Top reviews from other countries
This stove runs on denatured alcohol or methylated spirits, which is available to buy at any hardware store. Running on Meths has it's advantages and disadvantages. The advantages are: It's quiet - nearly silent in fact. Great for that "Getting back to nature" experience. The fuel is cheap. No empty gas canisters to throw away. You always know how much fuel you've got left (Just by looking). The flame, once lit, is *really* hard to blow out. The disadvantages are: It can be hard to start in near freezing conditions, the flame is virtually invisible, there isn't much energy in Meths as there is in gas canisters, so you can expect to double you cooking times compared to gas.
This Mini-Trangia Cookest contains a Trangia Stove (lid & simmer ring), Stove stand or "Windscreen", a aluminium pot, a non-stick frying pan (with a small plastic sheet for protection) and a pot gripper. It is all neatly self contained as the frying pan lid clips over the top of the bowl and everything else is contained snugly inside. Providing the lid is put on correctly it will stay put as two tabs hold it securely in place. The actual burner has the usual screw thread top and simmer ring. This makes it very easy to store and carry. There is no strap like on the larger Trangias, however it's not really necessary on this model. There is space inside to store extra small items like matches, a lighter or a cleaning sponge.
Setting up is simple. Fill the brass stove up with alcohol / meths, place it in the wind screen, where it is securely held in place and then light it. Put the bowl on top of the windscreen and use the frying pan as a lid on top of the bowl to help keep the heat in. To simmer, adjust the ring to the required diameter and place it over the burner. There is an art to using this simmer ring and you may need to practice. Once you have finished cooking, close the opening on the simmer ring (if it's already on the stove you'll need to flip it off first with the grippers). Drop the closed simmer ring on the burner to stop the flames. **Once cool** you can either just screw the cap back on to save the fuel for later or pour it out into your fuel bottle.
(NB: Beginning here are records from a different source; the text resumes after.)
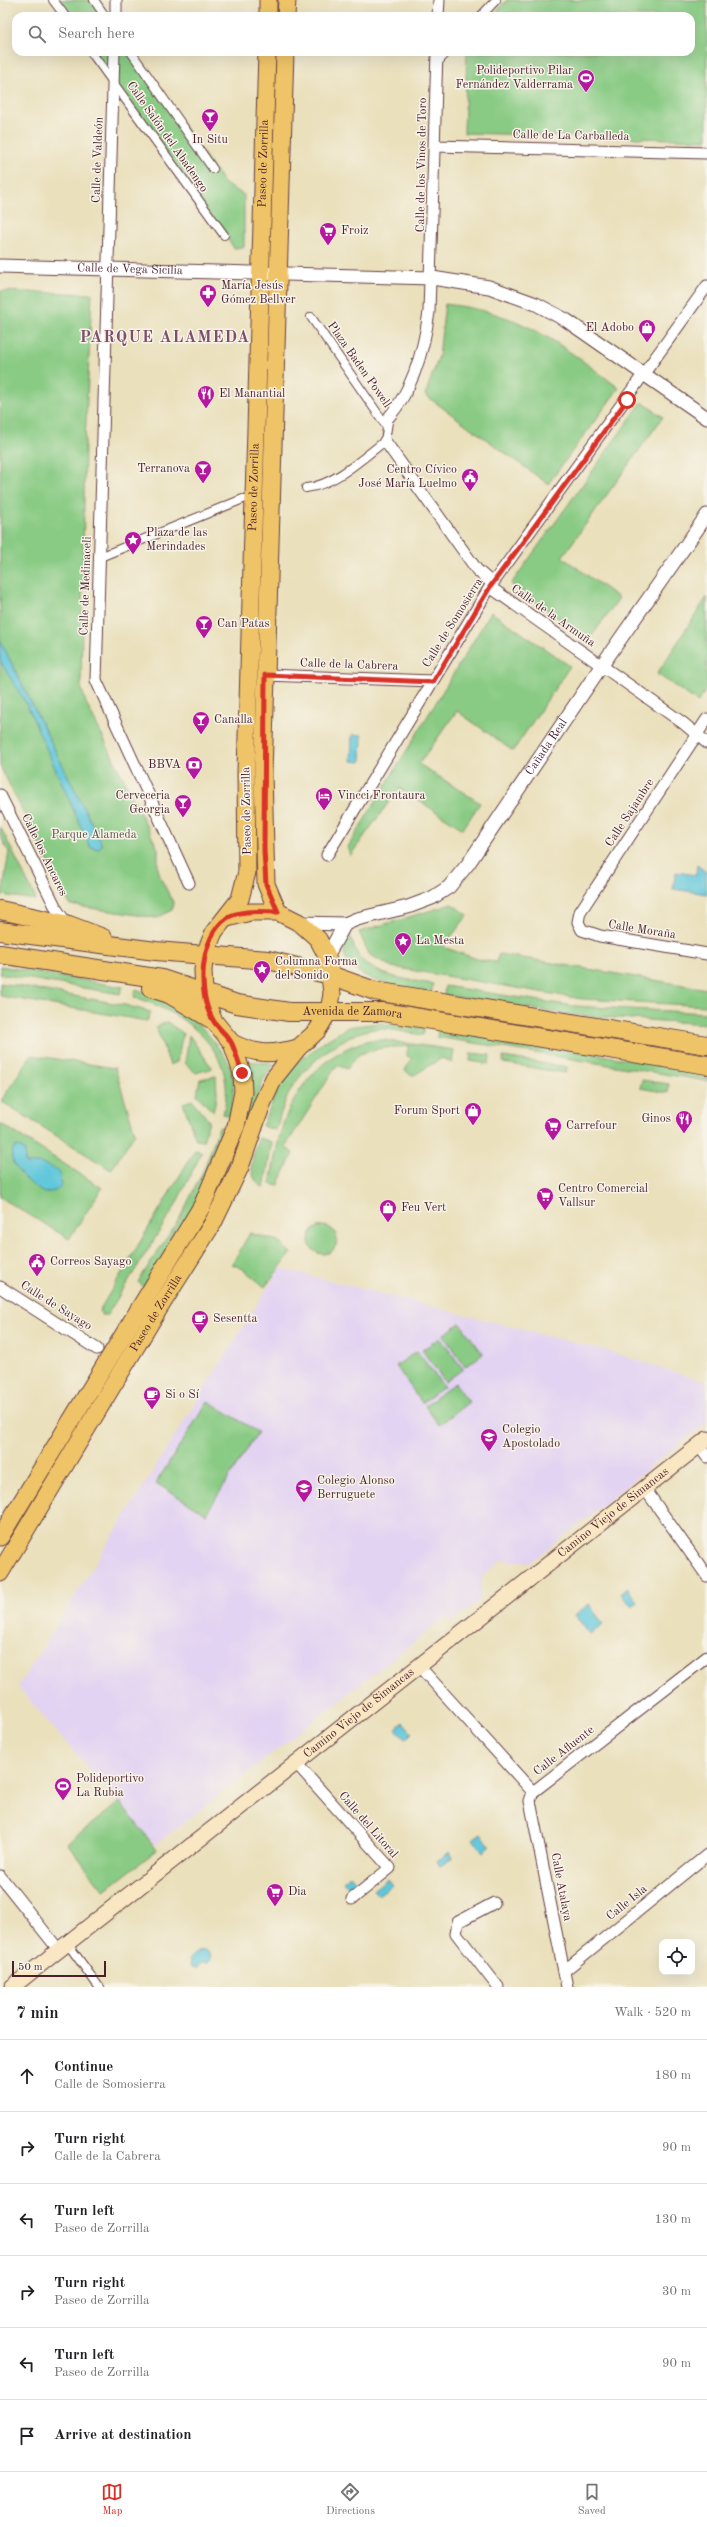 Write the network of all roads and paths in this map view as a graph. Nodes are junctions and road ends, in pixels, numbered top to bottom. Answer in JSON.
{"nodes":[{"id":1,"x":53,"y":0,"type":"edge"},
{"id":2,"x":94,"y":0,"type":"edge"},
{"id":3,"x":116,"y":0,"type":"edge"},
{"id":4,"x":268,"y":0,"type":"edge"},
{"id":5,"x":286,"y":0,"type":"edge"},
{"id":6,"x":439,"y":0,"type":"edge"},
{"id":7,"x":496,"y":0,"type":"edge"},
{"id":8,"x":62,"y":12,"type":"edge"},
{"id":9,"x":102,"y":12,"type":"edge"},
{"id":10,"x":116,"y":12,"type":"edge"},
{"id":11,"x":268,"y":12,"type":"edge"},
{"id":12,"x":286,"y":12,"type":"edge"},
{"id":13,"x":438,"y":12,"type":"edge"},
{"id":14,"x":485,"y":12,"type":"edge"},
{"id":15,"x":94,"y":56,"type":"edge"},
{"id":16,"x":114,"y":56,"type":"edge"},
{"id":17,"x":133,"y":56,"type":"edge"},
{"id":18,"x":267,"y":56,"type":"edge"},
{"id":19,"x":285,"y":56,"type":"edge"},
{"id":20,"x":437,"y":58,"type":"edge"},
{"id":21,"x":113,"y":82,"type":"junction"},
{"id":22,"x":435,"y":146,"type":"junction"},
{"id":23,"x":707,"y":153,"type":"edge"},
{"id":24,"x":213,"y":169,"type":"dead end"},
{"id":25,"x":224,"y":235,"type":"dead end"},
{"id":26,"x":0,"y":266,"type":"edge"},
{"id":27,"x":107,"y":270,"type":"junction"},
{"id":28,"x":261,"y":274,"type":"junction"},
{"id":29,"x":278,"y":275,"type":"junction"},
{"id":30,"x":432,"y":278,"type":"junction"},
{"id":31,"x":707,"y":286,"type":"edge"},
{"id":32,"x":311,"y":317,"type":"dead end"},
{"id":33,"x":645,"y":375,"type":"junction"},
{"id":34,"x":707,"y":418,"type":"edge"},
{"id":35,"x":388,"y":422,"type":"junction"},
{"id":36,"x":385,"y":441,"type":"junction"},
{"id":37,"x":306,"y":488,"type":"dead end"},
{"id":38,"x":243,"y":499,"type":"dead end"},
{"id":39,"x":707,"y":515,"type":"edge"},
{"id":40,"x":100,"y":557,"type":"junction"},
{"id":41,"x":491,"y":586,"type":"junction"},
{"id":42,"x":602,"y":665,"type":"junction"},
{"id":43,"x":265,"y":675,"type":"junction"},
{"id":44,"x":433,"y":682,"type":"junction"},
{"id":45,"x":707,"y":719,"type":"edge"},
{"id":46,"x":698,"y":734,"type":"junction"},
{"id":47,"x":707,"y":743,"type":"edge"},
{"id":48,"x":0,"y":794,"type":"edge"},
{"id":49,"x":328,"y":856,"type":"dead end"},
{"id":50,"x":189,"y":882,"type":"dead end"},
{"id":51,"x":0,"y":910,"type":"edge"},
{"id":52,"x":278,"y":912,"type":"junction"},
{"id":53,"x":227,"y":918,"type":"junction"},
{"id":54,"x":578,"y":922,"type":"joint"},
{"id":55,"x":300,"y":923,"type":"junction"},
{"id":56,"x":345,"y":924,"type":"junction"},
{"id":57,"x":69,"y":925,"type":"junction"},
{"id":58,"x":0,"y":931,"type":"edge"},
{"id":59,"x":130,"y":948,"type":"junction"},
{"id":60,"x":0,"y":954,"type":"edge"},
{"id":61,"x":205,"y":954,"type":"junction"},
{"id":62,"x":707,"y":954,"type":"edge"},
{"id":63,"x":327,"y":956,"type":"junction"},
{"id":64,"x":79,"y":967,"type":"junction"},
{"id":65,"x":330,"y":975,"type":"junction"},
{"id":66,"x":204,"y":994,"type":"junction"},
{"id":67,"x":330,"y":1011,"type":"junction"},
{"id":68,"x":213,"y":1020,"type":"junction"},
{"id":69,"x":232,"y":1043,"type":"junction"},
{"id":70,"x":707,"y":1045,"type":"edge"},
{"id":71,"x":298,"y":1048,"type":"junction"},
{"id":72,"x":707,"y":1065,"type":"edge"},
{"id":73,"x":0,"y":1287,"type":"edge"},
{"id":74,"x":97,"y":1350,"type":"dead end"},
{"id":75,"x":704,"y":1447,"type":"edge"},
{"id":76,"x":645,"y":1489,"type":"junction"},
{"id":77,"x":0,"y":1537,"type":"edge"},
{"id":78,"x":0,"y":1573,"type":"edge"},
{"id":79,"x":707,"y":1576,"type":"edge"},
{"id":80,"x":707,"y":1657,"type":"edge"},
{"id":81,"x":419,"y":1666,"type":"junction"},
{"id":82,"x":296,"y":1763,"type":"junction"},
{"id":83,"x":532,"y":1792,"type":"junction"},
{"id":84,"x":707,"y":1855,"type":"edge"},
{"id":85,"x":0,"y":1876,"type":"edge"},
{"id":86,"x":352,"y":1899,"type":"dead end"},
{"id":87,"x":494,"y":1903,"type":"dead end"},
{"id":88,"x":63,"y":1946,"type":"junction"},
{"id":89,"x":564,"y":1971,"type":"junction"},
{"id":90,"x":12,"y":1987,"type":"edge"},
{"id":91,"x":99,"y":1987,"type":"edge"},
{"id":92,"x":498,"y":1987,"type":"edge"},
{"id":93,"x":567,"y":1987,"type":"edge"}],
"edges":[{"from":1,"to":8,"type":"street"},
{"from":2,"to":9,"type":"street"},
{"from":3,"to":10,"type":"street"},
{"from":4,"to":11,"type":"main road"},
{"from":5,"to":12,"type":"main road"},
{"from":6,"to":13,"type":"street"},
{"from":7,"to":14,"type":"street"},
{"from":15,"to":21,"type":"street","name":"Calle Salón del Abadengo"},
{"from":16,"to":21,"type":"street","name":"Calle de Valdeón"},
{"from":17,"to":24,"type":"street","name":"Calle Salón del Abadengo"},
{"from":18,"to":28,"type":"main road","name":"Paseo de Zorrilla"},
{"from":19,"to":29,"type":"main road","name":"Paseo de Zorrilla"},
{"from":20,"to":22,"type":"street","name":"Calle de los Vinos de Toro"},
{"from":21,"to":25,"type":"street","name":"Calle Salón del Abadengo"},
{"from":21,"to":27,"type":"street","name":"Calle de Valdeón"},
{"from":22,"to":23,"type":"street","name":"Calle de La Carballeda"},
{"from":22,"to":30,"type":"street","name":"Calle de los Vinos de Toro"},
{"from":26,"to":27,"type":"street","name":"Calle de Vega Sicilia"},
{"from":27,"to":28,"type":"street","name":"Calle de Vega Sicilia"},
{"from":27,"to":40,"type":"street","name":"Calle de Medinaceli"},
{"from":28,"to":29,"type":"street","name":"Calle de Vega Sicilia"},
{"from":28,"to":53,"type":"main road","name":"Paseo de Zorrilla"},
{"from":29,"to":30,"type":"street","name":"Calle de Vega Sicilia"},
{"from":29,"to":43,"type":"main road","name":"Paseo de Zorrilla"},
{"from":30,"to":33,"type":"street","name":"Calle de Vega Sicilia"},
{"from":30,"to":35,"type":"street","name":"Calle de los Vinos de Toro"},
{"from":31,"to":33,"type":"street","name":"Calle de Somosierra"},
{"from":32,"to":35,"type":"street","name":"Plaza Baden Powell"},
{"from":33,"to":34,"type":"street","name":"Calle de Vega Sicilia"},
{"from":33,"to":41,"type":"street","name":"Calle de Somosierra"},
{"from":35,"to":36,"type":"street"},
{"from":36,"to":37,"type":"street"},
{"from":36,"to":41,"type":"street","name":"Calle de la Armuña"},
{"from":38,"to":40,"type":"street"},
{"from":39,"to":42,"type":"street","name":"Cañada Real"},
{"from":40,"to":50,"type":"street","name":"Calle de Medinaceli"},
{"from":41,"to":42,"type":"street","name":"Calle de la Armuña"},
{"from":41,"to":44,"type":"street","name":"Calle de Somosierra"},
{"from":42,"to":46,"type":"street"},
{"from":42,"to":56,"type":"street","name":"Cañada Real"},
{"from":43,"to":44,"type":"street","name":"Calle de la Cabrera"},
{"from":43,"to":52,"type":"main road","name":"Paseo de Zorrilla"},
{"from":44,"to":49,"type":"street","name":"Calle de Somosierra"},
{"from":45,"to":46,"type":"street","name":"Calle Sajambre"},
{"from":46,"to":47,"type":"street"},
{"from":46,"to":54,"type":"street","name":"Calle Sajambre"},
{"from":48,"to":57,"type":"street","name":"Calle los Ancares"},
{"from":51,"to":57,"type":"highway"},
{"from":52,"to":53,"type":"main road","name":"Paseo de Zorrilla"},
{"from":52,"to":55,"type":"main road","name":"Paseo de Zorrilla"},
{"from":53,"to":61,"type":"main road","name":"Paseo de Zorrilla"},
{"from":54,"to":62,"type":"street","name":"Calle Moraña"},
{"from":55,"to":56,"type":"street","name":"Cañada Real"},
{"from":55,"to":63,"type":"main road","name":"Paseo de Zorrilla"},
{"from":56,"to":63,"type":"street"},
{"from":57,"to":59,"type":"highway"},
{"from":58,"to":59,"type":"highway","name":"Avenida de Zamora"},
{"from":59,"to":61,"type":"highway","name":"Avenida de Zamora"},
{"from":60,"to":64,"type":"highway","name":"Avenida de Zamora"},
{"from":61,"to":65,"type":"highway","name":"Avenida de Zamora"},
{"from":61,"to":66,"type":"main road","name":"Paseo de Zorrilla"},
{"from":63,"to":65,"type":"main road","name":"Paseo de Zorrilla"},
{"from":64,"to":66,"type":"highway","name":"Avenida de Zamora"},
{"from":64,"to":68,"type":"highway"},
{"from":65,"to":67,"type":"main road","name":"Paseo de Zorrilla"},
{"from":65,"to":70,"type":"highway","name":"Avenida de Zamora"},
{"from":66,"to":67,"type":"highway","name":"Avenida de Zamora"},
{"from":66,"to":68,"type":"main road","name":"Paseo de Zorrilla"},
{"from":67,"to":71,"type":"main road","name":"Paseo de Zorrilla"},
{"from":67,"to":72,"type":"highway","name":"Avenida de Zamora"},
{"from":68,"to":69,"type":"main road","name":"Paseo de Zorrilla"},
{"from":69,"to":71,"type":"main road","name":"Paseo de Zorrilla"},
{"from":69,"to":77,"type":"main road","name":"Paseo de Zorrilla"},
{"from":71,"to":78,"type":"main road","name":"Paseo de Zorrilla"},
{"from":73,"to":74,"type":"street","name":"Calle de Sayago"},
{"from":75,"to":76,"type":"main road","name":"Camino Viejo de Simancas"},
{"from":76,"to":79,"type":"street"},
{"from":76,"to":81,"type":"main road","name":"Camino Viejo de Simancas"},
{"from":80,"to":83,"type":"street","name":"Calle Afluente"},
{"from":81,"to":82,"type":"main road","name":"Camino Viejo de Simancas"},
{"from":81,"to":83,"type":"street","name":"Calle Afluente"},
{"from":82,"to":86,"type":"street","name":"Calle del Litoral"},
{"from":82,"to":88,"type":"main road","name":"Camino Viejo de Simancas"},
{"from":83,"to":89,"type":"street","name":"Calle Atalaya"},
{"from":84,"to":89,"type":"street","name":"Calle Isla"},
{"from":85,"to":88,"type":"street"},
{"from":87,"to":92,"type":"street"},
{"from":88,"to":90,"type":"main road","name":"Camino Viejo de Simancas"},
{"from":88,"to":91,"type":"street"},
{"from":89,"to":93,"type":"street","name":"Calle Atalaya"}]}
Using this out in the field is really simple and it fits easily into any day or rucksack. Why only 4 stars then?
Firstly - you'll need a proper wind shield in anything other than dead calm conditions. This stove doesn't have adequate protection from the wind, unlike it's larger versions. A sheet of foil / titanium will do.
Secondly - Although the pan gripper is adequate and is able t hold a full pot of water with no trouble it does feel "rough" when gripping the bowl and frying pan. I feel that if you don't take your time in making sure the placement is right then there is a chance you'll scrape the non-stick coating.
If you're looking for a nice compact stove for hiking / walking / solo camping then this is ideal.
I have taken this out on several backpacking trips and am very pleased. Great for heating tins or vacuum packed
meals, frying eggs, bacon or bangers and making a brew. Being a spirit stove, IMHO more reliable than gas burners, and like most Swedish made gear, rugged and built to last. Be minded though that boiling time is slower, but I can live with that. Capacity wise it's only suitable for the solo camper or hiker unless you are both on low calorie diets.
Only one caveat, it does need a windshield unless you can find a very sheltered spot or want to burn a lot of fuel.
No withstanding this, a good buy and comes recommended.
I've cooked a one man fry up on it, and can say that the pans provided are perfect for one person. Overall, it's my favorite Cookset!!!!
You do need a separate windshield - I have one that goes all the way round and it then is a lot more effective even in calm weather as it reflects the heat back to the stove - especially if you use larger pans. With that and a foil pie tin as a separate lid, I was able to boil water in the pot (using the lid to keep the heat in) and heat some croissants on top underneath the pie tin in a sort of dutch oven.
I also use the pot grip to place the simmer ring on the stove to snuff it out. That is far easier than trying to place it by hand.